- Эй, кто-нибудь... - голос звучал на редкость сипло, надсаженно. А еще Стрежницкий распрекрасно осознавал, насколько он ныне жалок. Если бы промахнулся... небось, не стали бы нянчится, подушку на лицо и... что бы он сделал?
Ничего.
А то и вовсе утянули бы в бездну призрачного мира...
...а он не промахнулся.
И теперь сидел над телом девушки в темно-синем платье с белым отложным воротничком. Чулочки шелковые... лицо... почти уцелело, пуля вошла аккурат под левым глазом, причем глаз сохранила, а скулу разворотило. И смотреть на это было... неприятно, пожалуй.
Война...
На войне он видывал и таких вот девочек, и других, моложе, невинней. Застреленных, повешенных, сожженных, замордованных до смерти.
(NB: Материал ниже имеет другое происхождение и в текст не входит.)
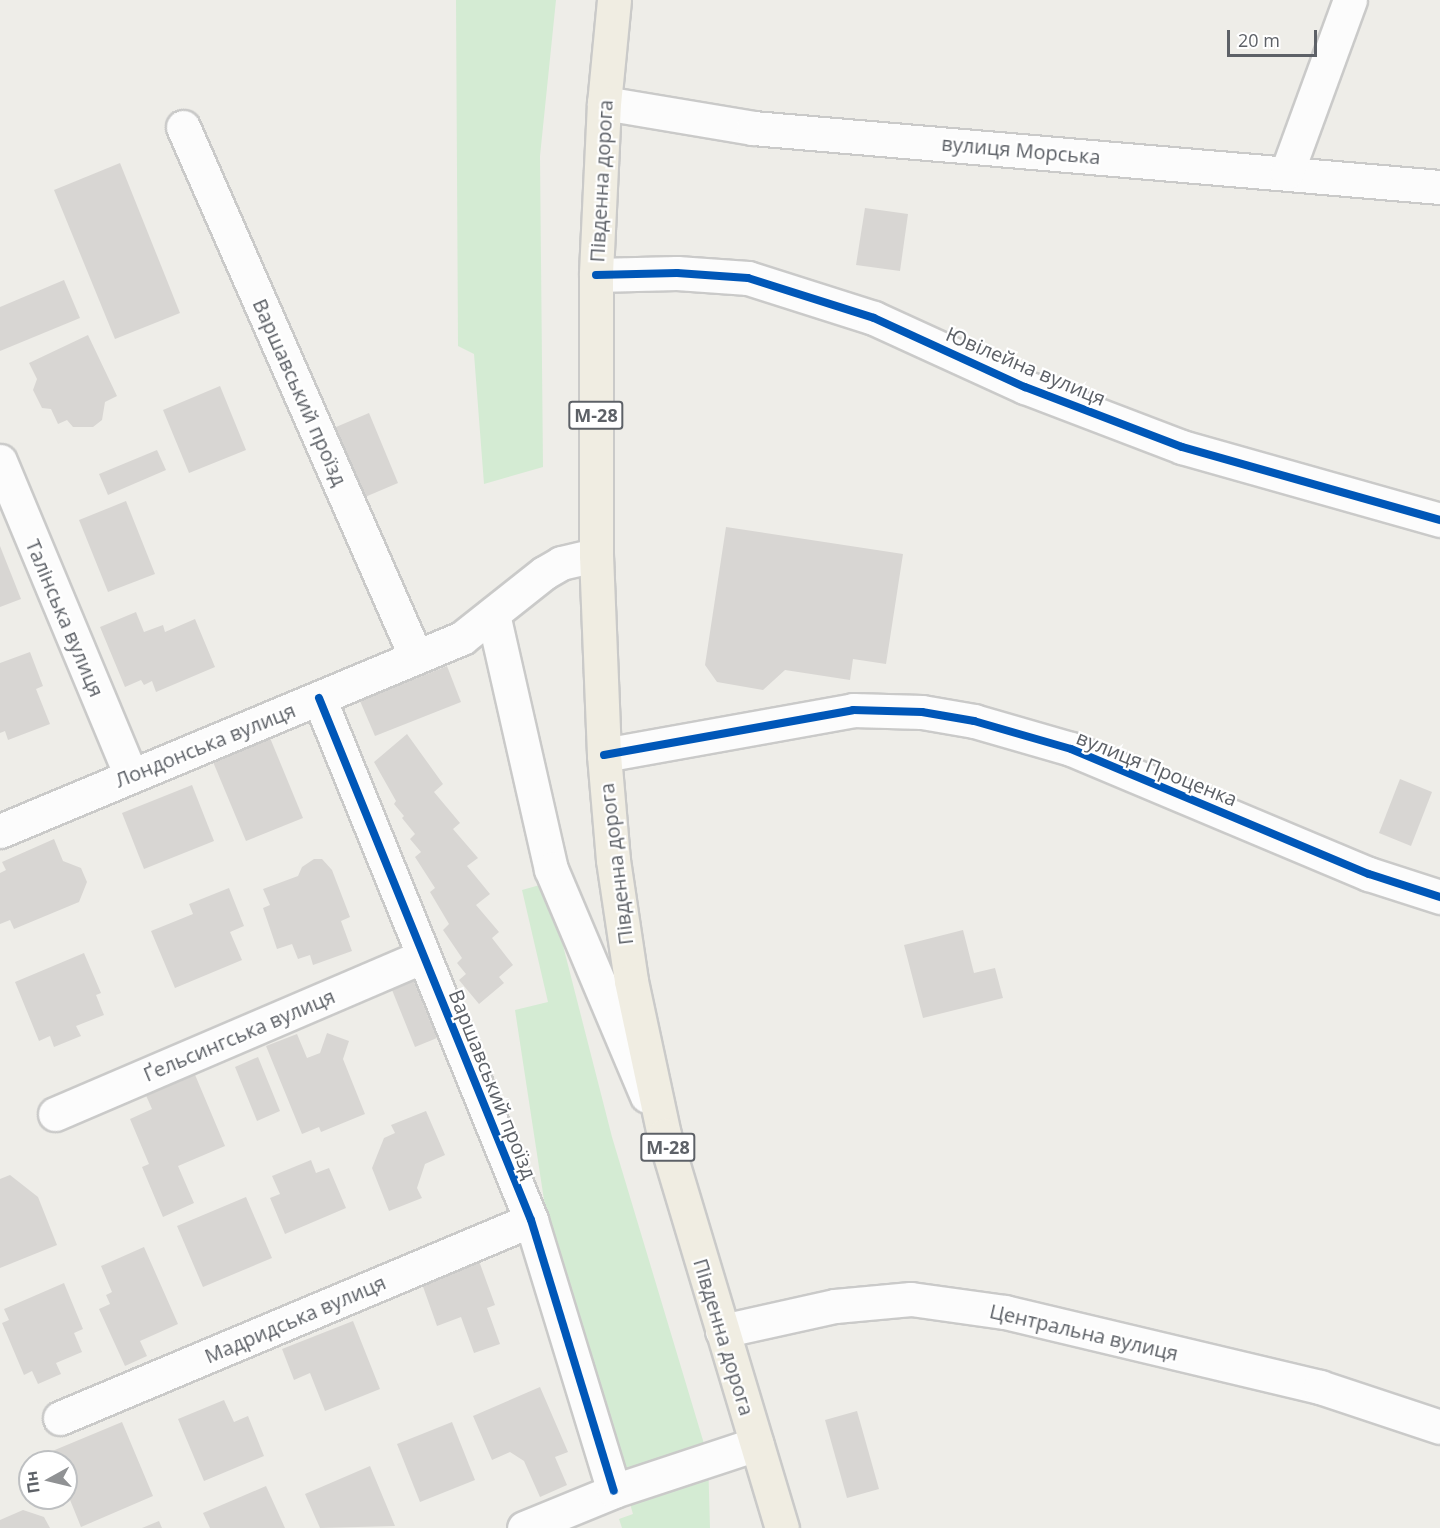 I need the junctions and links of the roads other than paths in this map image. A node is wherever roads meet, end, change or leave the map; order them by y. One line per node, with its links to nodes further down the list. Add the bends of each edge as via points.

И его людьми в том числе, но то на войне, а теперь же мир... кажется, мир... только почему он чувствует себя поганей, нежели тогда?
Он прижал пальцы к шее, хотя с такою раной девица не могла остаться живой.
И покачал головой.
Как же тебя так угораздило-то?
До столика, на котором валялся сигнальный амулет, Стрежницкий полз на четвереньках. Его даже не слишком-то удивило, что охрану не встревожил выстрел. Дай бог, чтоб живы оказались... он добрался.
И поднялся.
И амулетку стащив, сдавил в кулаке.
...и сел, закрыл глаза, пытаясь отделаться от шепота:
- Помоги... помоги и будешь прощен...
Хрена с два. Не за что ему прощения просить. Не за что...
Глава 2
Глава 2
...князя все-таки унесли.
И папенька Таровицкой, человек высокий и крепкий, хмурился, двигал бровями и губами, но ни слова не сказал. А бабушка Одовецкой, Таровицкого и взглядом не удостоившая, бросила:
- Молодец... отличная работа.
И от похвалы этой Аглая зарделась.
А потом в комнате стало тихо и... и когда в ней появилась бледная девушка в пиджаке явно с чужого плеча, никто ее появлению не удивился, а Лизавете лишь подумалось, что писать статью ныне смысла нет, да и писать-то особо не о чем.
...зато князь поправится.
Это ведь хорошо?
Ночью ей снилась великая снежная степь, по которой летела собачья упряжка. Огромные псы черной масти бежали легко, не проваливась в зыбкий снег, а широкие полозья не оставляли следов. Сидела в груде мехов драгоценных Заячья лапа, грызла погрызенный чубук своей трубки.
Встретилась с Лизаветой взглядом.
И сказала:
- Время близится. Не упусти.
Лизавета, которая вдруг обнаружила, что стоит на снегу босой, кивнула: мол, ни за что не упустит. Правда, чего...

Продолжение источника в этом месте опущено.